**** Exercise data ****

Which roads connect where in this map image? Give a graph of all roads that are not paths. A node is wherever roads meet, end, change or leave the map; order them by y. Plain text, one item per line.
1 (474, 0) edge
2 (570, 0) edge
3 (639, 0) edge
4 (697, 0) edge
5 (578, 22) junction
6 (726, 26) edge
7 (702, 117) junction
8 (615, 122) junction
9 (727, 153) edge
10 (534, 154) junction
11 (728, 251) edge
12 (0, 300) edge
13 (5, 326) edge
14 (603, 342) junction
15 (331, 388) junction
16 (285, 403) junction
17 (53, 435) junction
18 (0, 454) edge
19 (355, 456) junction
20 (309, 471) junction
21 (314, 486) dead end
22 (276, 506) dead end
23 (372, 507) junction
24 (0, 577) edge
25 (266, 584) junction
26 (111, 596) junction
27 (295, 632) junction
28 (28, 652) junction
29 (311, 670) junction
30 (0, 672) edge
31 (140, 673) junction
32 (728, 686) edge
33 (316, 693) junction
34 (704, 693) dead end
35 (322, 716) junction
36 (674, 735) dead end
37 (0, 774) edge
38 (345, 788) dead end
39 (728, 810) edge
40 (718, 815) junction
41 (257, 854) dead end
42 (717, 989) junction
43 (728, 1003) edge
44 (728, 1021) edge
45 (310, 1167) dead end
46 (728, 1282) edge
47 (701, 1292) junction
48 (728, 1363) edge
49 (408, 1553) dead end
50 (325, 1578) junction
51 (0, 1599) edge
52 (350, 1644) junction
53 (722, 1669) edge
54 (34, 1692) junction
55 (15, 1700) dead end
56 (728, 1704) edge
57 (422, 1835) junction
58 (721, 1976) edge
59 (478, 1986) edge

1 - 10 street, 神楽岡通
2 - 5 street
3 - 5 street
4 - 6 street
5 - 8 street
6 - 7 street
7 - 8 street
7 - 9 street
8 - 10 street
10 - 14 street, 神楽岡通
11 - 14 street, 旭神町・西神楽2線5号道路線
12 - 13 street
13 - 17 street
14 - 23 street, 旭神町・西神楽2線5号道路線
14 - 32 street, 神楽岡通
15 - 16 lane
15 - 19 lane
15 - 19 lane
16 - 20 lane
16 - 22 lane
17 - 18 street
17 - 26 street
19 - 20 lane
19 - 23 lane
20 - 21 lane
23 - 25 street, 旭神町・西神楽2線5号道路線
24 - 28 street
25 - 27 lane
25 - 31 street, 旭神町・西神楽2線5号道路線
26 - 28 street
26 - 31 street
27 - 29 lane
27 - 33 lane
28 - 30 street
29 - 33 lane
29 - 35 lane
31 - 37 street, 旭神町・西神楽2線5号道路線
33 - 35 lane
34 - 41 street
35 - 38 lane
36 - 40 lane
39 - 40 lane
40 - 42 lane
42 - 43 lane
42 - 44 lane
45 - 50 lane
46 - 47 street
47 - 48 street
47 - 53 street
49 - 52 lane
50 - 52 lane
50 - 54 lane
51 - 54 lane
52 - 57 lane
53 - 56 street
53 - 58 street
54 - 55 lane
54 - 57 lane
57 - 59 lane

****

### What the exercise asks
Copy every record above exactly as it appears.

### Result of the task
Which roads connect where in this map image? Give a graph of all roads that are not paths. A node is wherever roads meet, end, change or leave the map; order them by y. Plain text, one item per line.
1 (474, 0) edge
2 (570, 0) edge
3 (639, 0) edge
4 (697, 0) edge
5 (578, 22) junction
6 (726, 26) edge
7 (702, 117) junction
8 (615, 122) junction
9 (727, 153) edge
10 (534, 154) junction
11 (728, 251) edge
12 (0, 300) edge
13 (5, 326) edge
14 (603, 342) junction
15 (331, 388) junction
16 (285, 403) junction
17 (53, 435) junction
18 (0, 454) edge
19 (355, 456) junction
20 (309, 471) junction
21 (314, 486) dead end
22 (276, 506) dead end
23 (372, 507) junction
24 (0, 577) edge
25 (266, 584) junction
26 (111, 596) junction
27 (295, 632) junction
28 (28, 652) junction
29 (311, 670) junction
30 (0, 672) edge
31 (140, 673) junction
32 (728, 686) edge
33 (316, 693) junction
34 (704, 693) dead end
35 (322, 716) junction
36 (674, 735) dead end
37 (0, 774) edge
38 (345, 788) dead end
39 (728, 810) edge
40 (718, 815) junction
41 (257, 854) dead end
42 (717, 989) junction
43 (728, 1003) edge
44 (728, 1021) edge
45 (310, 1167) dead end
46 (728, 1282) edge
47 (701, 1292) junction
48 (728, 1363) edge
49 (408, 1553) dead end
50 (325, 1578) junction
51 (0, 1599) edge
52 (350, 1644) junction
53 (722, 1669) edge
54 (34, 1692) junction
55 (15, 1700) dead end
56 (728, 1704) edge
57 (422, 1835) junction
58 (721, 1976) edge
59 (478, 1986) edge

1 - 10 street, 神楽岡通
2 - 5 street
3 - 5 street
4 - 6 street
5 - 8 street
6 - 7 street
7 - 8 street
7 - 9 street
8 - 10 street
10 - 14 street, 神楽岡通
11 - 14 street, 旭神町・西神楽2線5号道路線
12 - 13 street
13 - 17 street
14 - 23 street, 旭神町・西神楽2線5号道路線
14 - 32 street, 神楽岡通
15 - 16 lane
15 - 19 lane
15 - 19 lane
16 - 20 lane
16 - 22 lane
17 - 18 street
17 - 26 street
19 - 20 lane
19 - 23 lane
20 - 21 lane
23 - 25 street, 旭神町・西神楽2線5号道路線
24 - 28 street
25 - 27 lane
25 - 31 street, 旭神町・西神楽2線5号道路線
26 - 28 street
26 - 31 street
27 - 29 lane
27 - 33 lane
28 - 30 street
29 - 33 lane
29 - 35 lane
31 - 37 street, 旭神町・西神楽2線5号道路線
33 - 35 lane
34 - 41 street
35 - 38 lane
36 - 40 lane
39 - 40 lane
40 - 42 lane
42 - 43 lane
42 - 44 lane
45 - 50 lane
46 - 47 street
47 - 48 street
47 - 53 street
49 - 52 lane
50 - 52 lane
50 - 54 lane
51 - 54 lane
52 - 57 lane
53 - 56 street
53 - 58 street
54 - 55 lane
54 - 57 lane
57 - 59 lane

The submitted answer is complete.